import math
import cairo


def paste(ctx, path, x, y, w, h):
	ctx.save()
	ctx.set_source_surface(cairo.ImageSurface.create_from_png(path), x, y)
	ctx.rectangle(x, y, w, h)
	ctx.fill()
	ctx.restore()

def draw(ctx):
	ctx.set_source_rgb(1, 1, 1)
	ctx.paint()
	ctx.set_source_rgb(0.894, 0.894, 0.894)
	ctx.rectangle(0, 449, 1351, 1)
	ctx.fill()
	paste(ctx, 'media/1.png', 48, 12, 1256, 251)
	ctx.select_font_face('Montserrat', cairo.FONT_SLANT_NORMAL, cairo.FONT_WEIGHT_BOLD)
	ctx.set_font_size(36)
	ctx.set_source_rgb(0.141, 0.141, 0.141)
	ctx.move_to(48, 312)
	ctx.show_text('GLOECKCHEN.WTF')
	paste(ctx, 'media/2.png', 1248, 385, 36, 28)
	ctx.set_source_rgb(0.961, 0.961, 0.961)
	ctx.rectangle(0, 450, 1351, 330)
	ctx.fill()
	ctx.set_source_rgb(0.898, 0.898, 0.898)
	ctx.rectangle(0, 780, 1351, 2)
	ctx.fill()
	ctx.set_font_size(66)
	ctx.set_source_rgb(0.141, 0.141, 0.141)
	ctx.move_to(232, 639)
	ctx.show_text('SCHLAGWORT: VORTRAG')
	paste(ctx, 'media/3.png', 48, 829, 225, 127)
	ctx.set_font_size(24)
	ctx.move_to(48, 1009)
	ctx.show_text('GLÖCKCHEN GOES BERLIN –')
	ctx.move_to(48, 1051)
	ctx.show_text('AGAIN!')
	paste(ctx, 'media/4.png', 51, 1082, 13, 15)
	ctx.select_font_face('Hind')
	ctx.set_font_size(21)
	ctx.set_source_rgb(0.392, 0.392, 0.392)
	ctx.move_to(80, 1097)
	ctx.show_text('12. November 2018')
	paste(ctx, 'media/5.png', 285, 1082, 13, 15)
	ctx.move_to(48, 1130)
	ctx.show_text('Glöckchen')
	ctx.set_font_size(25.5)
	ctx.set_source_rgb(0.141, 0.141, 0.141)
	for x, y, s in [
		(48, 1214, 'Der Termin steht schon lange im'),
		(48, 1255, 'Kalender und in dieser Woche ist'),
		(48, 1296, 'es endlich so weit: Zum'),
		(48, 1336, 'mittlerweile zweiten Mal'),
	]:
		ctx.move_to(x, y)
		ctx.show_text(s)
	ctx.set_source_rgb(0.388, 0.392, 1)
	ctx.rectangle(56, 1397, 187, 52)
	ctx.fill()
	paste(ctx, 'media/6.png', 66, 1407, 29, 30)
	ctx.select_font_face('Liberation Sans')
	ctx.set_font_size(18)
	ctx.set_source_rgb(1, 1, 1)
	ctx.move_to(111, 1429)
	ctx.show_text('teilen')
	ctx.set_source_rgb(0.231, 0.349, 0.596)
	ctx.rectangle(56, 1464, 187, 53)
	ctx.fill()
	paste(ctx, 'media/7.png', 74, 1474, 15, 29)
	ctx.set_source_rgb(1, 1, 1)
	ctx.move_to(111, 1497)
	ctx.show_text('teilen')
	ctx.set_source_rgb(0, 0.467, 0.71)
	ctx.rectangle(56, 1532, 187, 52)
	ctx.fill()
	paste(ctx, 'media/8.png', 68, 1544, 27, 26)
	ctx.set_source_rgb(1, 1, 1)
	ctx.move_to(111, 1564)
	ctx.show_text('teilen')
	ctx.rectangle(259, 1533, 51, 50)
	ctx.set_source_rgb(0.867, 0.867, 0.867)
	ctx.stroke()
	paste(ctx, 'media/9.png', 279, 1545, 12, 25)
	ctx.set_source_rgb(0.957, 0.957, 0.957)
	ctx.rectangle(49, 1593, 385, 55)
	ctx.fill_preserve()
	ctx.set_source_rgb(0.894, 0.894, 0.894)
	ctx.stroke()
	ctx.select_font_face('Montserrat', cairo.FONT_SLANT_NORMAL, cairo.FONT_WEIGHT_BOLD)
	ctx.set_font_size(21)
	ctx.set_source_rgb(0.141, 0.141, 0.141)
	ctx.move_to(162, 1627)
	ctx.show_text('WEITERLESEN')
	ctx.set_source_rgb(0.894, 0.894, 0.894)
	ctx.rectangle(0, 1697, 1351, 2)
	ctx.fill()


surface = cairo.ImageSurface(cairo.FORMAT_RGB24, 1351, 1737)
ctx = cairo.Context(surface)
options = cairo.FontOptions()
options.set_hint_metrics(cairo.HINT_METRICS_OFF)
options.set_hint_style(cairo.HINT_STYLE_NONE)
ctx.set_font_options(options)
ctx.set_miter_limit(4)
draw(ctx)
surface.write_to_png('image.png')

What you need to do: Lines from the start of the material through the line containing "paste(ctx, 'media/1.png', 48, 12, 1256, 251)" are wanted. Write them out exactly.

Task solution:
import math
import cairo


def paste(ctx, path, x, y, w, h):
	ctx.save()
	ctx.set_source_surface(cairo.ImageSurface.create_from_png(path), x, y)
	ctx.rectangle(x, y, w, h)
	ctx.fill()
	ctx.restore()

def draw(ctx):
	ctx.set_source_rgb(1, 1, 1)
	ctx.paint()
	ctx.set_source_rgb(0.894, 0.894, 0.894)
	ctx.rectangle(0, 449, 1351, 1)
	ctx.fill()
	paste(ctx, 'media/1.png', 48, 12, 1256, 251)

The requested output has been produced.